#### [What the task asks]
Please transcribe the data that follows without the pictures, keeping every word the same.

#### [Provided material]
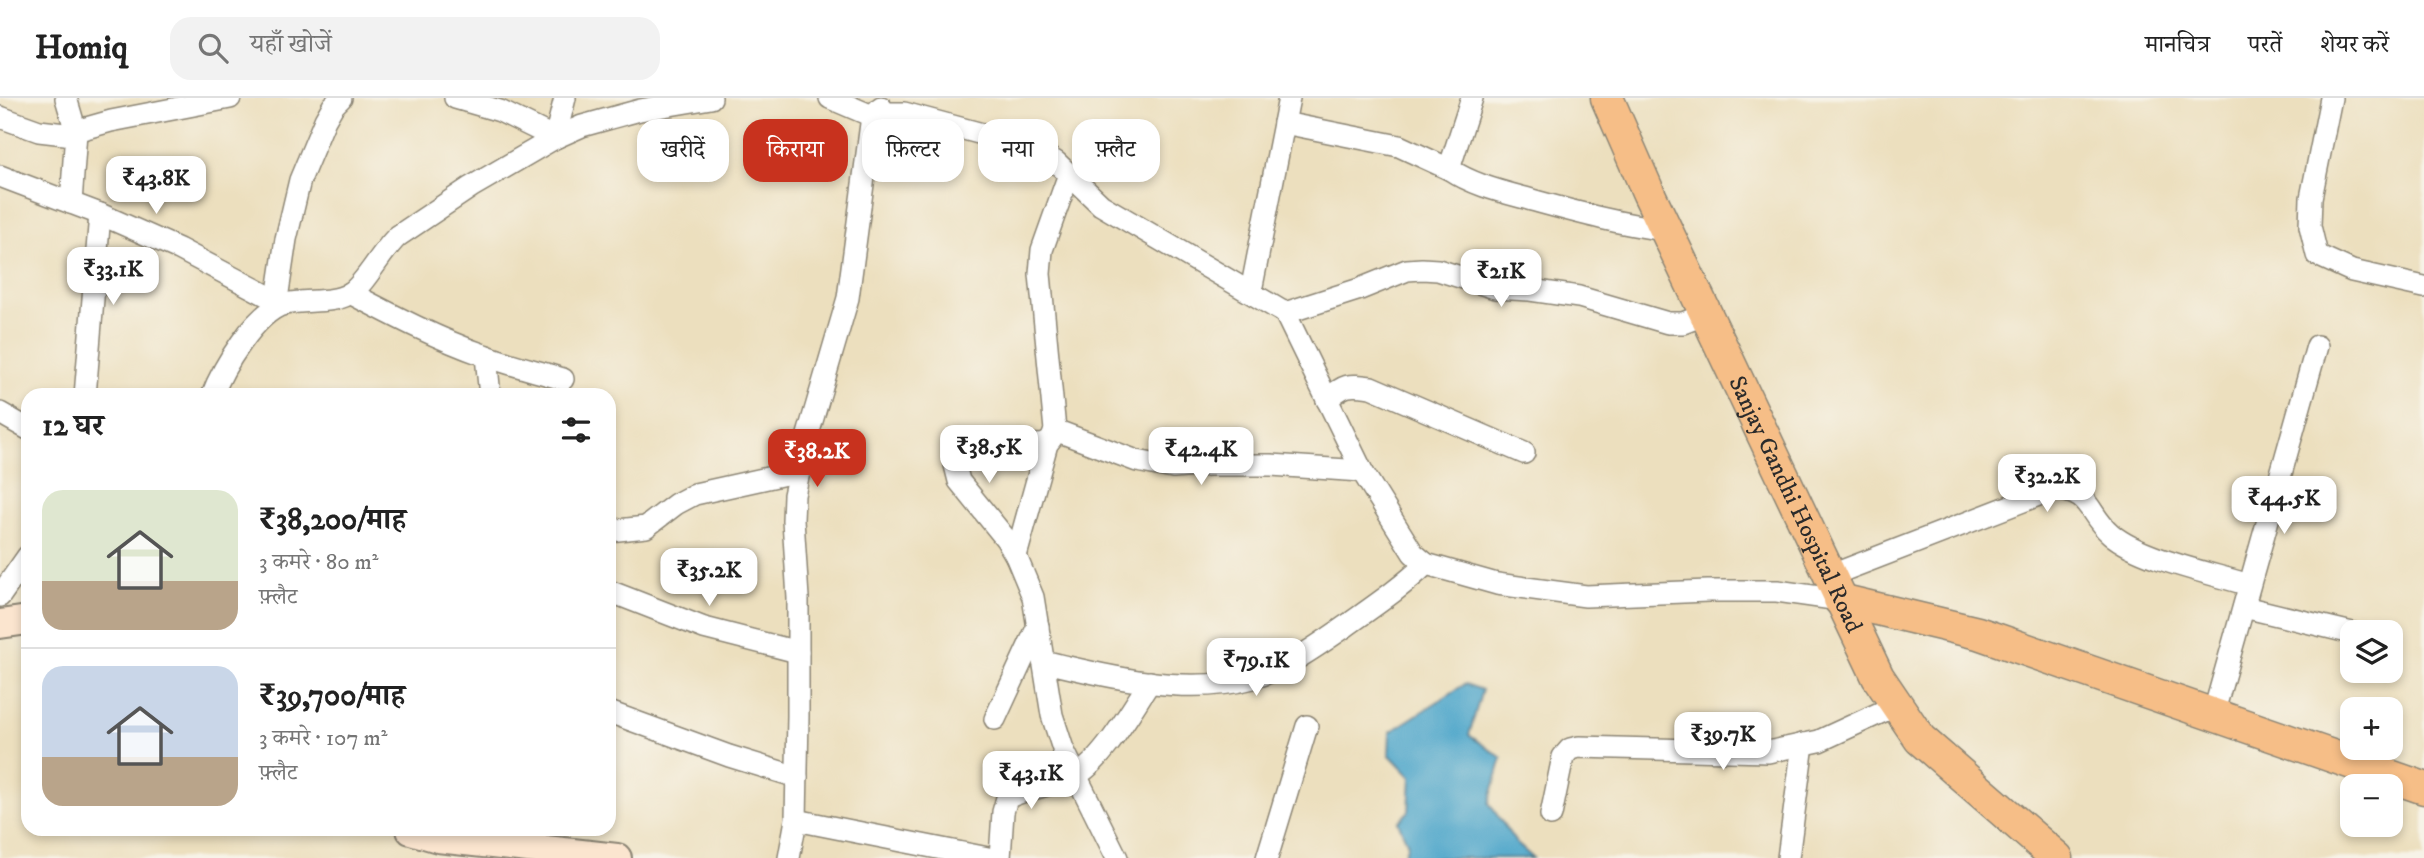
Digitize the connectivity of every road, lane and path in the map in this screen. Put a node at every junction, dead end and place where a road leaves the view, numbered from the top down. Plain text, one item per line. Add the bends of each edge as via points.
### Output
1 (66, 98) edge
2 (230, 98) edge
3 (341, 98) edge
4 (455, 98) edge
5 (565, 98) edge
6 (711, 98) edge
7 (830, 98) edge
8 (890, 98) edge
9 (1289, 98) edge
10 (1472, 98) edge
11 (1607, 98) edge
12 (2331, 98) edge
13 (872, 116) junction
14 (0, 117) edge
15 (1284, 123) junction
16 (76, 132) junction
17 (555, 138) junction
18 (1449, 169) junction
19 (1069, 174) junction
20 (0, 176) edge
21 (71, 203) junction
22 (100, 214) junction
23 (1666, 230) junction
24 (2424, 287) edge
25 (1251, 291) junction
26 (351, 293) junction
27 (280, 302) junction
28 (1285, 313) junction
29 (1706, 314) junction
30 (2317, 346) dead end
31 (486, 356) junction
32 (563, 379) dead end
33 (86, 388) edge
34 (216, 388) edge
35 (489, 388) edge
36 (1327, 400) junction
37 (0, 413) edge
38 (21, 425) edge
39 (1051, 437) junction
40 (1524, 453) dead end
41 (799, 471) junction
42 (1362, 471) junction
43 (616, 530) edge
44 (1016, 555) junction
45 (1426, 564) junction
46 (21, 566) edge
47 (2249, 585) junction
48 (1834, 588) junction
49 (616, 594) edge
50 (0, 596) edge
51 (2244, 607) junction
52 (21, 621) edge
53 (0, 624) edge
54 (1038, 626) junction
55 (2340, 631) edge
56 (798, 652) junction
57 (1043, 661) junction
58 (1150, 682) junction
59 (1897, 705) junction
60 (2213, 715) junction
61 (995, 719) dead end
62 (616, 721) edge
63 (1307, 726) dead end
64 (1803, 744) junction
65 (1075, 775) junction
66 (797, 777) junction
67 (2424, 788) edge
68 (1551, 815) dead end
69 (796, 820) junction
70 (420, 836) edge
71 (437, 848) edge
72 (938, 853) edge
73 (617, 858) edge
74 (789, 858) edge
75 (988, 858) edge
76 (1000, 858) edge
77 (1117, 858) edge
78 (1266, 858) edge
79 (1788, 858) edge
80 (2057, 858) edge

1 - 16 street
2 - 16 street
3 - 27 street via 325,120 300,180 286,239
4 - 17 street via 500,111
5 - 17 street
6 - 17 street via 640,110
7 - 13 street
8 - 13 street
9 - 15 street
10 - 18 street
11 - 23 main road, Sanjay Gandhi Hospital Road
12 - 24 street via 2311,198 2310,226 2317,255 2352,271
13 - 19 street via 904,113 1031,148
13 - 41 street via 848,298
14 - 16 street via 39,131
15 - 18 street via 1399,146
15 - 25 street
16 - 21 street
17 - 26 street via 398,236
18 - 23 street via 1469,182 1620,224
19 - 25 street via 1101,205
19 - 39 street via 1042,250 1040,274
20 - 21 street
21 - 22 street
22 - 27 street
22 - 33 street
23 - 29 main road, Sanjay Gandhi Hospital Road
25 - 28 street
26 - 27 street
26 - 31 street
27 - 34 street via 262,317
28 - 29 street via 1407,270 1422,269 1495,288 1579,297 1668,323
28 - 36 street
29 - 48 main road, Sanjay Gandhi Hospital Road
30 - 47 street
31 - 32 street
31 - 35 street
36 - 40 street via 1340,387 1371,387
36 - 42 street
37 - 38 street
39 - 42 street via 1173,468 1271,465
39 - 44 street
39 - 44 street via 968,444 954,465 959,481
41 - 43 street via 695,494 646,527
41 - 56 street via 793,520
42 - 45 street via 1413,553
44 - 54 street via 1034,597
45 - 48 street via 1497,583 1586,596
45 - 58 street via 1403,586 1279,668 1228,683
46 - 50 street
47 - 48 street via 2129,547 2109,533 2080,495 2054,489
47 - 51 street
48 - 59 main road, Sanjay Gandhi Hospital Road
48 - 60 main road
49 - 56 street via 704,628
51 - 55 street
51 - 60 street
52 - 53 main road
54 - 57 street
54 - 61 street
56 - 66 street
57 - 58 street via 1113,679
57 - 65 street via 1052,715
58 - 65 street via 1102,753
59 - 64 street
59 - 80 main road, Sanjay Gandhi Hospital Road via 1920,739
60 - 67 main road
62 - 66 street
63 - 78 street
64 - 68 street via 1768,752 1570,749 1563,757
64 - 79 street
65 - 76 street via 1007,798
65 - 77 street
66 - 69 street
69 - 72 street
69 - 74 street
70 - 71 main road
71 - 73 main road
72 - 75 street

#### [Answer space]
Digitize the connectivity of every road, lane and path in the map in this screen. Put a node at every junction, dead end and place where a road leaves the view, numbered from the top down. Plain text, one item per line. Add the bends of each edge as via points.
### Output
1 (66, 98) edge
2 (230, 98) edge
3 (341, 98) edge
4 (455, 98) edge
5 (565, 98) edge
6 (711, 98) edge
7 (830, 98) edge
8 (890, 98) edge
9 (1289, 98) edge
10 (1472, 98) edge
11 (1607, 98) edge
12 (2331, 98) edge
13 (872, 116) junction
14 (0, 117) edge
15 (1284, 123) junction
16 (76, 132) junction
17 (555, 138) junction
18 (1449, 169) junction
19 (1069, 174) junction
20 (0, 176) edge
21 (71, 203) junction
22 (100, 214) junction
23 (1666, 230) junction
24 (2424, 287) edge
25 (1251, 291) junction
26 (351, 293) junction
27 (280, 302) junction
28 (1285, 313) junction
29 (1706, 314) junction
30 (2317, 346) dead end
31 (486, 356) junction
32 (563, 379) dead end
33 (86, 388) edge
34 (216, 388) edge
35 (489, 388) edge
36 (1327, 400) junction
37 (0, 413) edge
38 (21, 425) edge
39 (1051, 437) junction
40 (1524, 453) dead end
41 (799, 471) junction
42 (1362, 471) junction
43 (616, 530) edge
44 (1016, 555) junction
45 (1426, 564) junction
46 (21, 566) edge
47 (2249, 585) junction
48 (1834, 588) junction
49 (616, 594) edge
50 (0, 596) edge
51 (2244, 607) junction
52 (21, 621) edge
53 (0, 624) edge
54 (1038, 626) junction
55 (2340, 631) edge
56 (798, 652) junction
57 (1043, 661) junction
58 (1150, 682) junction
59 (1897, 705) junction
60 (2213, 715) junction
61 (995, 719) dead end
62 (616, 721) edge
63 (1307, 726) dead end
64 (1803, 744) junction
65 (1075, 775) junction
66 (797, 777) junction
67 (2424, 788) edge
68 (1551, 815) dead end
69 (796, 820) junction
70 (420, 836) edge
71 (437, 848) edge
72 (938, 853) edge
73 (617, 858) edge
74 (789, 858) edge
75 (988, 858) edge
76 (1000, 858) edge
77 (1117, 858) edge
78 (1266, 858) edge
79 (1788, 858) edge
80 (2057, 858) edge

1 - 16 street
2 - 16 street
3 - 27 street via 325,120 300,180 286,239
4 - 17 street via 500,111
5 - 17 street
6 - 17 street via 640,110
7 - 13 street
8 - 13 street
9 - 15 street
10 - 18 street
11 - 23 main road, Sanjay Gandhi Hospital Road
12 - 24 street via 2311,198 2310,226 2317,255 2352,271
13 - 19 street via 904,113 1031,148
13 - 41 street via 848,298
14 - 16 street via 39,131
15 - 18 street via 1399,146
15 - 25 street
16 - 21 street
17 - 26 street via 398,236
18 - 23 street via 1469,182 1620,224
19 - 25 street via 1101,205
19 - 39 street via 1042,250 1040,274
20 - 21 street
21 - 22 street
22 - 27 street
22 - 33 street
23 - 29 main road, Sanjay Gandhi Hospital Road
25 - 28 street
26 - 27 street
26 - 31 street
27 - 34 street via 262,317
28 - 29 street via 1407,270 1422,269 1495,288 1579,297 1668,323
28 - 36 street
29 - 48 main road, Sanjay Gandhi Hospital Road
30 - 47 street
31 - 32 street
31 - 35 street
36 - 40 street via 1340,387 1371,387
36 - 42 street
37 - 38 street
39 - 42 street via 1173,468 1271,465
39 - 44 street
39 - 44 street via 968,444 954,465 959,481
41 - 43 street via 695,494 646,527
41 - 56 street via 793,520
42 - 45 street via 1413,553
44 - 54 street via 1034,597
45 - 48 street via 1497,583 1586,596
45 - 58 street via 1403,586 1279,668 1228,683
46 - 50 street
47 - 48 street via 2129,547 2109,533 2080,495 2054,489
47 - 51 street
48 - 59 main road, Sanjay Gandhi Hospital Road
48 - 60 main road
49 - 56 street via 704,628
51 - 55 street
51 - 60 street
52 - 53 main road
54 - 57 street
54 - 61 street
56 - 66 street
57 - 58 street via 1113,679
57 - 65 street via 1052,715
58 - 65 street via 1102,753
59 - 64 street
59 - 80 main road, Sanjay Gandhi Hospital Road via 1920,739
60 - 67 main road
62 - 66 street
63 - 78 street
64 - 68 street via 1768,752 1570,749 1563,757
64 - 79 street
65 - 76 street via 1007,798
65 - 77 street
66 - 69 street
69 - 72 street
69 - 74 street
70 - 71 main road
71 - 73 main road
72 - 75 street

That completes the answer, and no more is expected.